The token will not be validated when you show it, but you can do it with the `--validate` option. ::

    $ eas2cli show --validate
    access: {'sub': '519-XXXXXXXXXXX-3443', 'iss': 'https://geofon.gfz.de/eas2', 'aud': 'fdsn', 'iat': '2025-05-15T14:10:14', 'exp': '2025-05-15T15:16:54', 'email': 'javier@gfz.de'}
    refresh: 5txjYYYYYYYYYYYYYJd4
    scope: email profile USER_PROFILE eduperson_principal_name sys:scim:read_memberships openid eduperson_unique_id
    id: {'iss': 'https://geofon.gfz.de/eas2', 'sub': '519-XXXXXXXXXXX-3443', 'aud': 'eas', 'exp': '2025-05-15T15:10:13', 'iat': '2025-05-15T14:10:13'}
    token_type: Bearer
    expires_in: 4000

In the `expires_in` field you can see how many seconds the token will be valid. The expiration can be seen in
the `exp` attribute of the access (or ID) token. After that moment you can get a new access token by means of
the `refresh` command. ::

    $ eas2cli refresh

If you show the new tokens you will see that the expiration time is later than the original one. ::

    $ eas2cli show --validate
    access: {'sub': '519-XXXXXXXXXXX-3443', 'iss': 'https://geofon.gfz.de/eas2', 'aud': 'fdsn', 'iat': '2025-05-15T14:11:01', 'exp': '2025-05-15T15:17:41', 'email': 'javier@gfz.de'}
    refresh: 5txjYYYYYYYYYYYYYJd4
    scope: openid email profile eduperson_unique_id eduperson_principal_name sys:scim:read_memberships USER_PROFILE
    id: {'iss': 'https://geofon.gfz.de/eas2', 'sub': '519-XXXXXXXXXXX-3443', 'aud': 'eas', 'exp': '2025-05-15T15:17:41', 'iat': '2025-05-15T14:11:01'}
    token_type: Bearer
    expires_in: 4000

If at any moment for any reason you would like to login again, just use the `logout` command.

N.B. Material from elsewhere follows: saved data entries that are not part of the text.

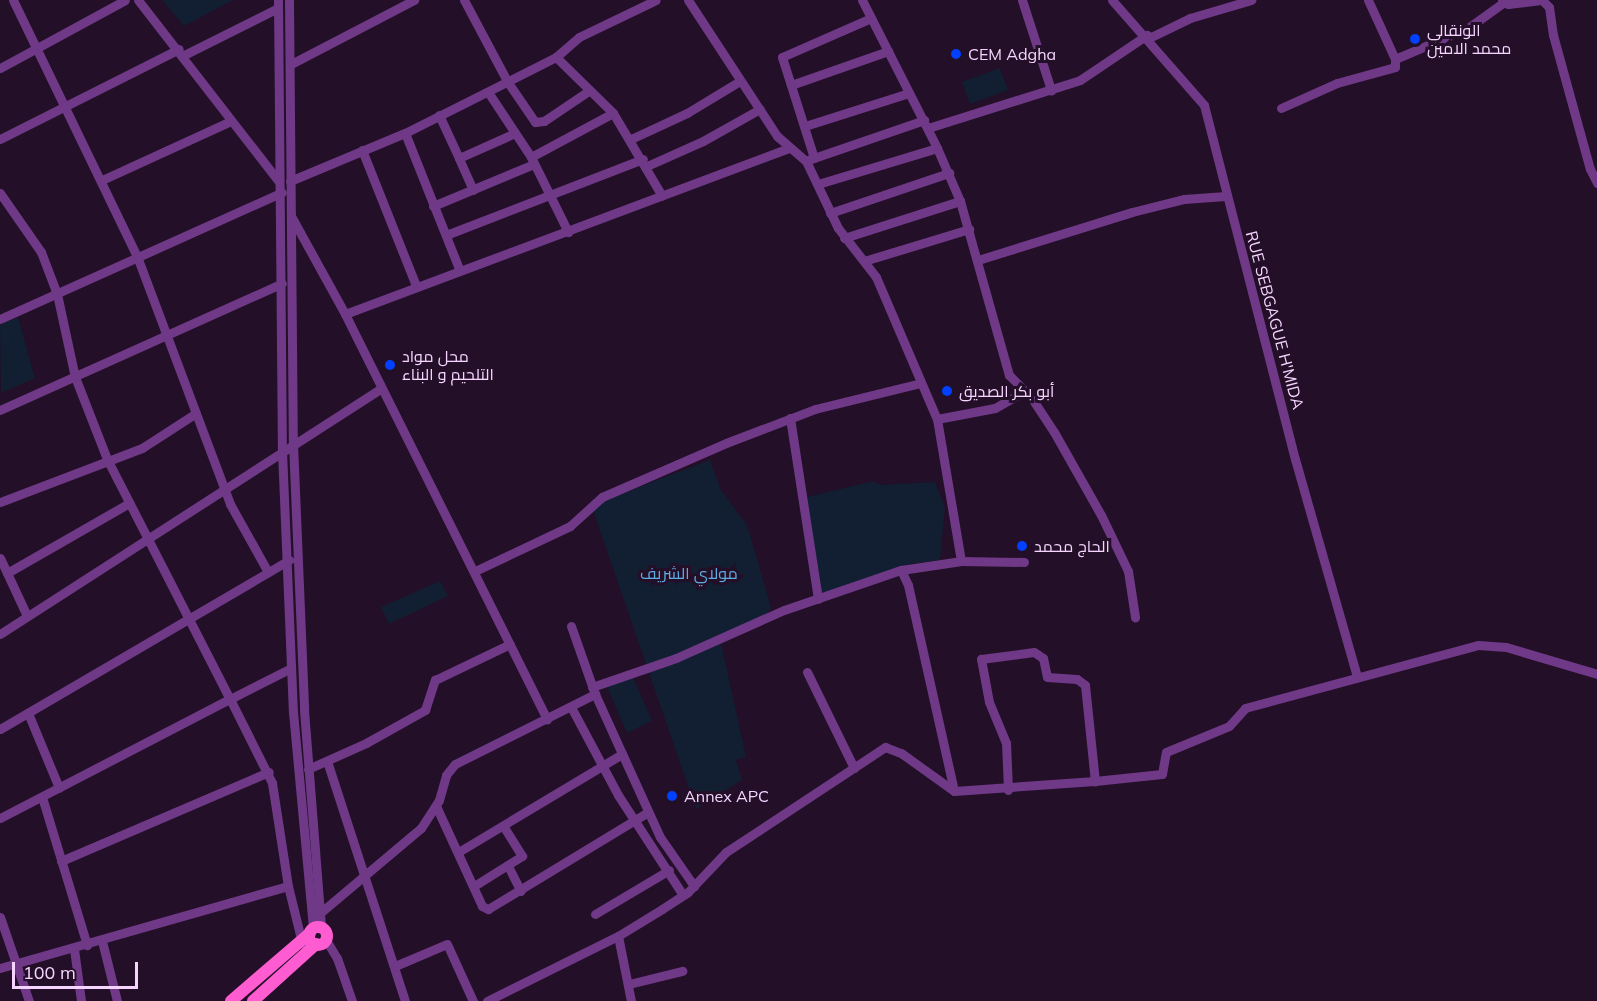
<!DOCTYPE html>
<meta charset="utf-8">
<style>
body{margin:0}
#map{position:relative;width:1597px;height:1001px;overflow:hidden;background:#230f27;font-family:Mulish,Cairo,sans-serif}
div>[style]{position:absolute}
.green>*{inset:0;background:#121e32}
.minor>*{height:9px;margin:-4.5px;padding:0 4.5px;transform-origin:4.5px;border-radius:4.5px;background:#6f3987}
.major>*{height:12px;margin:-6px;padding:0 6px;transform-origin:6px;border-radius:6px;background:#ff5cd2}
.major>.ring{margin:-6px;padding:0;box-sizing:content-box;background:none;border:12px solid #ff5cd2;border-radius:50%}
.dots>*{width:16px;height:16px;translate:-50% -50%;box-sizing:border-box;border:3px solid #230f27;border-radius:50%}
span{translate:-50% -50%;white-space:nowrap;text-align:center;line-height:1.15;-webkit-text-stroke:6px #230f27;paint-order:stroke}
.poi-label{font-size:16px;color:#f5d5ff}
.left{translate:0 -50%;text-align:left}
.street-label{font-size:16px;color:#f5d5ff}
.park-label{font-size:16px;color:#5dade3}
.scale{position:absolute;left:12px;top:962px;width:126px;height:27px;box-sizing:border-box;border:3px solid #f5d5ff;border-top:0;padding-left:8px;font-size:18px;line-height:21px;white-space:nowrap;color:#f5d5ff;-webkit-text-stroke:4px #230f27;paint-order:stroke}
</style>
<div id="map">
<div class="green">
<div style="clip-path:polygon(162px 0,233px 0,184px 26px)"></div>
<div style="clip-path:polygon(1000px 68px,1008px 90px,970px 104px,962px 82px)"></div>
<div style="clip-path:polygon(18px 317px,35px 378px,1px 393px,0 325px)"></div>
<div style="clip-path:polygon(710px 460px,721px 490px,747px 525px,771px 607px,767px 614px,700px 650px,721px 643px,746px 757px,736px 760px,742px 780px,696px 809px,593px 510px,602px 501px)"></div>
<div style="clip-path:polygon(874px 481px,879px 485px,935px 482px,945px 507px,940px 560px,910px 564px,834px 592px,822px 592px,817px 586px,807px 497px)"></div>
<div style="clip-path:polygon(440px 581px,448px 596px,389px 624px,381px 607px)"></div>
<div style="clip-path:polygon(632px 675px,652px 721px,627px 733px,607px 687px)"></div>
</div>
<div class="minor">
<div style="left:13px;top:0;width:288px;rotate:64.2deg"></div>
<div style="left:138px;top:259px;width:262px;rotate:69.4deg"></div>
<div style="left:230px;top:504px;width:78px;rotate:60.8deg"></div>
<div style="left:138px;top:0;width:230px;rotate:52.2deg"></div>
<div style="left:278px;top:0;width:451px;rotate:89.5deg"></div>
<div style="left:282px;top:451px;width:261px;rotate:87.6deg"></div>
<div style="left:293px;top:712px;width:217px;rotate:84.7deg"></div>
<div style="left:289px;top:0;width:443px;rotate:89.5deg"></div>
<div style="left:293px;top:443px;width:267px;rotate:87.6deg"></div>
<div style="left:304px;top:710px;width:218px;rotate:85.5deg"></div>
<div style="left:464px;top:0;width:92px;rotate:62deg"></div>
<div style="left:507px;top:81px;width:50px;rotate:55.7deg"></div>
<div style="left:535px;top:122px;width:9px;rotate:-6deg"></div>
<div style="left:544px;top:121px;width:55px;rotate:-34deg"></div>
<div style="left:688px;top:0;width:163px;rotate:56.8deg"></div>
<div style="left:777px;top:136px;width:38px;rotate:41deg"></div>
<div style="left:806px;top:161px;width:74px;rotate:64.5deg"></div>
<div style="left:838px;top:228px;width:62px;rotate:52.2deg"></div>
<div style="left:876px;top:277px;width:155px;rotate:66.8deg"></div>
<div style="left:937px;top:419px;width:144px;rotate:80.4deg"></div>
<div style="left:862px;top:0;width:166px;rotate:63.1deg"></div>
<div style="left:937px;top:148px;width:58px;rotate:66.5deg"></div>
<div style="left:960px;top:201px;width:181px;rotate:74.3deg"></div>
<div style="left:1009px;top:375px;width:31px;rotate:45deg"></div>
<div style="left:1031px;top:397px;width:42px;rotate:56.7deg"></div>
<div style="left:1054px;top:432px;width:95px;rotate:60.5deg"></div>
<div style="left:1101px;top:515px;width:62px;rotate:64.3deg"></div>
<div style="left:1128px;top:571px;width:47px;rotate:81.3deg"></div>
<div style="left:1022px;top:0;width:95px;rotate:72.1deg"></div>
<div style="left:1112px;top:0;width:140px;rotate:48.8deg"></div>
<div style="left:1204px;top:105px;width:366px;rotate:75.6deg"></div>
<div style="left:1295px;top:459px;width:227px;rotate:74.1deg"></div>
<div style="left:1502px;top:0;width:7px;rotate:34deg"></div>
<div style="left:1508px;top:4px;width:31px;rotate:-7deg"></div>
<div style="left:1542px;top:0;width:10px;rotate:45deg"></div>
<div style="left:1549px;top:7px;width:28px;rotate:82deg"></div>
<div style="left:1553px;top:35px;width:139px;rotate:74.6deg"></div>
<div style="left:1590px;top:169px;width:16px;rotate:63deg"></div>
<div style="left:1149px;top:38px;width:46px;rotate:-26deg"></div>
<div style="left:1190px;top:18px;width:64px;rotate:-16.4deg"></div>
<div style="left:184px;top:55px;width:105px;rotate:-26.6deg"></div>
<div style="left:556px;top:57px;width:30px;rotate:-41deg"></div>
<div style="left:579px;top:37px;width:85px;rotate:-25.7deg"></div>
<div style="left:1395px;top:59px;width:79px;rotate:-23deg"></div>
<div style="left:1468px;top:28px;width:44px;rotate:-35.8deg"></div>
<div style="left:291px;top:64px;width:139px;rotate:-27.5deg"></div>
<div style="left:0;top:68px;width:142px;rotate:-28.5deg"></div>
<div style="left:791px;top:85px;width:103px;rotate:-19.3deg"></div>
<div style="left:488px;top:92px;width:78px;rotate:56.5deg"></div>
<div style="left:531px;top:157px;width:84px;rotate:63.7deg"></div>
<div style="left:1281px;top:108px;width:61px;rotate:-24.1deg"></div>
<div style="left:1337px;top:83px;width:60px;rotate:-15.4deg"></div>
<div style="left:1395px;top:67px;width:8px;rotate:-90deg"></div>
<div style="left:1395px;top:59px;width:65px;rotate:-114.6deg"></div>
<div style="left:439px;top:115px;width:47px;rotate:65.1deg"></div>
<div style="left:805px;top:126px;width:109px;rotate:-17.6deg"></div>
<div style="left:928px;top:128px;width:159px;rotate:-17.5deg"></div>
<div style="left:1080px;top:80px;width:81px;rotate:-33.9deg"></div>
<div style="left:405px;top:133px;width:146px;rotate:68.3deg"></div>
<div style="left:0;top:139px;width:200px;rotate:-26.7deg"></div>
<div style="left:631px;top:139px;width:62px;rotate:-24.9deg"></div>
<div style="left:687px;top:113px;width:62px;rotate:-31.1deg"></div>
<div style="left:362px;top:150px;width:146px;rotate:68.3deg"></div>
<div style="left:531px;top:157px;width:93px;rotate:-28.2deg"></div>
<div style="left:814px;top:158px;width:106px;rotate:-107.6deg"></div>
<div style="left:782px;top:57px;width:97px;rotate:-23.7deg"></div>
<div style="left:808px;top:160px;width:123px;rotate:-19deg"></div>
<div style="left:647px;top:166px;width:61px;rotate:-24.1deg"></div>
<div style="left:703px;top:141px;width:65px;rotate:-29.3deg"></div>
<div style="left:102px;top:180px;width:142px;rotate:-24.6deg"></div>
<div style="left:290px;top:181px;width:125px;rotate:-22.7deg"></div>
<div style="left:405px;top:133px;width:169px;rotate:-26.7deg"></div>
<div style="left:556px;top:57px;width:80px;rotate:44.5deg"></div>
<div style="left:613px;top:113px;width:96px;rotate:59.4deg"></div>
<div style="left:818px;top:184px;width:124px;rotate:-16.8deg"></div>
<div style="left:473px;top:190px;width:35px;rotate:-114deg"></div>
<div style="left:459px;top:158px;width:59px;rotate:-24deg"></div>
<div style="left:0;top:193px;width:72px;rotate:55.2deg"></div>
<div style="left:41px;top:252px;width:45px;rotate:69.1deg"></div>
<div style="left:57px;top:294px;width:85px;rotate:77.8deg"></div>
<div style="left:75px;top:377px;width:88px;rotate:68.7deg"></div>
<div style="left:107px;top:459px;width:270px;rotate:62.9deg"></div>
<div style="left:230px;top:699px;width:68px;rotate:-26.9deg"></div>
<div style="left:433px;top:206px;width:109px;rotate:-22.6deg"></div>
<div style="left:830px;top:213px;width:126px;rotate:-18.6deg"></div>
<div style="left:291px;top:216px;width:112px;rotate:61.1deg"></div>
<div style="left:345px;top:314px;width:453px;rotate:63.5deg"></div>
<div style="left:446px;top:235px;width:211px;rotate:-21.1deg"></div>
<div style="left:844px;top:238px;width:122px;rotate:-17.7deg"></div>
<div style="left:978px;top:260px;width:161px;rotate:-17.3deg"></div>
<div style="left:1132px;top:212px;width:54px;rotate:-14deg"></div>
<div style="left:1184px;top:199px;width:42px;rotate:-4.1deg"></div>
<div style="left:864px;top:261px;width:110px;rotate:-16.9deg"></div>
<div style="left:345px;top:314px;width:474px;rotate:-20.5deg"></div>
<div style="left:0;top:319px;width:309px;rotate:-24.2deg"></div>
<div style="left:0;top:410px;width:309px;rotate:-24.2deg"></div>
<div style="left:790px;top:418px;width:183px;rotate:81.2deg"></div>
<div style="left:937px;top:419px;width:59px;rotate:-10.7deg"></div>
<div style="left:995px;top:408px;width:36px;rotate:-30deg"></div>
<div style="left:0;top:502px;width:152px;rotate:-20.8deg"></div>
<div style="left:142px;top:448px;width:64px;rotate:-32.9deg"></div>
<div style="left:0;top:558px;width:64px;rotate:65deg"></div>
<div style="left:901px;top:570px;width:17px;rotate:65deg"></div>
<div style="left:908px;top:585px;width:211px;rotate:77.4deg"></div>
<div style="left:475px;top:571px;width:105px;rotate:-25.3deg"></div>
<div style="left:570px;top:526px;width:43px;rotate:-42.2deg"></div>
<div style="left:602px;top:497px;width:135px;rotate:-23.5deg"></div>
<div style="left:726px;top:443px;width:95px;rotate:-20.9deg"></div>
<div style="left:815px;top:409px;width:109px;rotate:-13.8deg"></div>
<div style="left:7px;top:573px;width:141px;rotate:-29.8deg"></div>
<div style="left:571px;top:626px;width:72px;rotate:70.6deg"></div>
<div style="left:595px;top:694px;width:157px;rotate:65.6deg"></div>
<div style="left:660px;top:837px;width:60px;rotate:55.2deg"></div>
<div style="left:0;top:634px;width:452px;rotate:-32.8deg"></div>
<div style="left:807px;top:672px;width:107px;rotate:63.9deg"></div>
<div style="left:592px;top:687px;width:89px;rotate:-19deg"></div>
<div style="left:676px;top:658px;width:118px;rotate:-24deg"></div>
<div style="left:784px;top:610px;width:124px;rotate:-18.9deg"></div>
<div style="left:901px;top:570px;width:61px;rotate:-8.5deg"></div>
<div style="left:961px;top:561px;width:63px;rotate:0.9deg"></div>
<div style="left:571px;top:707px;width:100px;rotate:61.9deg"></div>
<div style="left:618px;top:795px;width:119px;rotate:57deg"></div>
<div style="left:28px;top:713px;width:81px;rotate:67.5deg"></div>
<div style="left:0;top:729px;width:335px;rotate:-30.3deg"></div>
<div style="left:327px;top:761px;width:252px;rotate:72deg"></div>
<div style="left:308px;top:769px;width:64px;rotate:-24.1deg"></div>
<div style="left:366px;top:743px;width:68px;rotate:-29.2deg"></div>
<div style="left:425px;top:710px;width:32px;rotate:-72deg"></div>
<div style="left:435px;top:680px;width:83px;rotate:-25.6deg"></div>
<div style="left:1008px;top:790px;width:47px;rotate:-92.4deg"></div>
<div style="left:1006px;top:743px;width:44px;rotate:-112.5deg"></div>
<div style="left:989px;top:702px;width:44px;rotate:-100.5deg"></div>
<div style="left:981px;top:659px;width:53px;rotate:-7.5deg"></div>
<div style="left:1034px;top:652px;width:11px;rotate:34deg"></div>
<div style="left:1043px;top:658px;width:19px;rotate:78deg"></div>
<div style="left:1047px;top:677px;width:30px;rotate:4deg"></div>
<div style="left:1077px;top:679px;width:10px;rotate:37deg"></div>
<div style="left:1085px;top:685px;width:97px;rotate:84.1deg"></div>
<div style="left:42px;top:797px;width:155px;rotate:73.1deg"></div>
<div style="left:436px;top:806px;width:110px;rotate:65.3deg"></div>
<div style="left:482px;top:906px;width:7px;rotate:27deg"></div>
<div style="left:488px;top:909px;width:187px;rotate:-31.2deg"></div>
<div style="left:0;top:818px;width:259px;rotate:-27.4deg"></div>
<div style="left:230px;top:699px;width:94px;rotate:63.4deg"></div>
<div style="left:272px;top:783px;width:104px;rotate:81.2deg"></div>
<div style="left:288px;top:886px;width:59px;rotate:76.2deg"></div>
<div style="left:460px;top:851px;width:189px;rotate:-30.9deg"></div>
<div style="left:61px;top:861px;width:226px;rotate:-23.2deg"></div>
<div style="left:508px;top:866px;width:28px;rotate:63deg"></div>
<div style="left:474px;top:886px;width:57px;rotate:-32deg"></div>
<div style="left:522px;top:856px;width:34px;rotate:-122deg"></div>
<div style="left:320px;top:913px;width:132px;rotate:-40.1deg"></div>
<div style="left:421px;top:828px;width:33px;rotate:-57deg"></div>
<div style="left:439px;top:800px;width:26px;rotate:-74deg"></div>
<div style="left:446px;top:775px;width:14px;rotate:-51deg"></div>
<div style="left:455px;top:764px;width:157px;rotate:-26.6deg"></div>
<div style="left:595px;top:914px;width:86px;rotate:-30.7deg"></div>
<div style="left:0;top:917px;width:89px;rotate:71deg"></div>
<div style="left:618px;top:936px;width:66px;rotate:78.7deg"></div>
<div style="left:326px;top:940px;width:21px;rotate:59deg"></div>
<div style="left:337px;top:958px;width:46px;rotate:70.8deg"></div>
<div style="left:102px;top:941px;width:62px;rotate:76deg"></div>
<div style="left:74px;top:949px;width:52px;rotate:82.3deg"></div>
<div style="left:395px;top:966px;width:56px;rotate:-22.9deg"></div>
<div style="left:447px;top:944px;width:63px;rotate:65.5deg"></div>
<div style="left:0;top:968px;width:299px;rotate:-15.9deg"></div>
<div style="left:629px;top:984px;width:55px;rotate:-13.8deg"></div>
<div style="left:487px;top:1001px;width:146px;rotate:-26.4deg"></div>
<div style="left:618px;top:936px;width:52px;rotate:-31.5deg"></div>
<div style="left:662px;top:909px;width:31px;rotate:-33deg"></div>
<div style="left:688px;top:892px;width:55px;rotate:-46.5deg"></div>
<div style="left:726px;top:852px;width:191px;rotate:-33.4deg"></div>
<div style="left:885px;top:747px;width:17px;rotate:21deg"></div>
<div style="left:901px;top:753px;width:65px;rotate:35.6deg"></div>
<div style="left:954px;top:791px;width:141px;rotate:-4.1deg"></div>
<div style="left:1095px;top:781px;width:67px;rotate:-6deg"></div>
<div style="left:1162px;top:774px;width:22px;rotate:-80deg"></div>
<div style="left:1166px;top:752px;width:68px;rotate:-22.4deg"></div>
<div style="left:1229px;top:726px;width:24px;rotate:-48deg"></div>
<div style="left:1245px;top:708px;width:241px;rotate:-15.1deg"></div>
<div style="left:1478px;top:645px;width:28px;rotate:4deg"></div>
<div style="left:1506px;top:647px;width:95px;rotate:16.5deg"></div>
</div>
<div class="major">
<div class="ring" style="left:309px;top:927px;width:6px;height:6px"></div>
<div style="left:231px;top:1001px;width:104px;rotate:-40.7deg"></div>
<div style="left:253px;top:1001px;width:85px;rotate:-42.1deg"></div>
</div>
<div class="dots">
<div style="left:1415px;top:39px;background:#0140ff"></div>
<div style="left:956px;top:54px;background:#0140ff"></div>
<div style="left:390px;top:365px;background:#0140ff"></div>
<div style="left:947px;top:391px;background:#0140ff"></div>
<div style="left:1022px;top:546px;background:#0140ff"></div>
<div style="left:672px;top:796px;background:#0140ff"></div>
</div>
<div class="poi-label">
<span class="left" style="left:1427px;top:39px">الونقالي<br>محمد الامين</span>
<span class="left" style="left:968px;top:54px">CEM Adgha</span>
<span class="left" style="left:402px;top:365px">محل مواد<br>التلحيم و البناء</span>
<span class="left" style="left:959px;top:391px">أبو بكر الصديق</span>
<span class="left" style="left:1034px;top:546px">الحاج محمد</span>
<span class="left" style="left:684px;top:796px">Annex APC</span>
</div>
<div class="street-label">
<span style="left:1275px;top:320px;rotate:75deg">RUE SEBGAGUE H'MIDA</span>
</div>
<div class="park-label">
<span style="left:689px;top:573px">مولاي الشريف</span>
</div>
<div class="scale">100 m</div>
</div>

All your local tokens
will be removed. ::

    $ eas2cli logout
    If you do this you will need to manually login again to get an access token.
    Do you really want to logout? [y/N]: y
    You have been successfully logged out

    $ eas2cli show
    Error: There is a problem reading your available tokens. Try to log in again.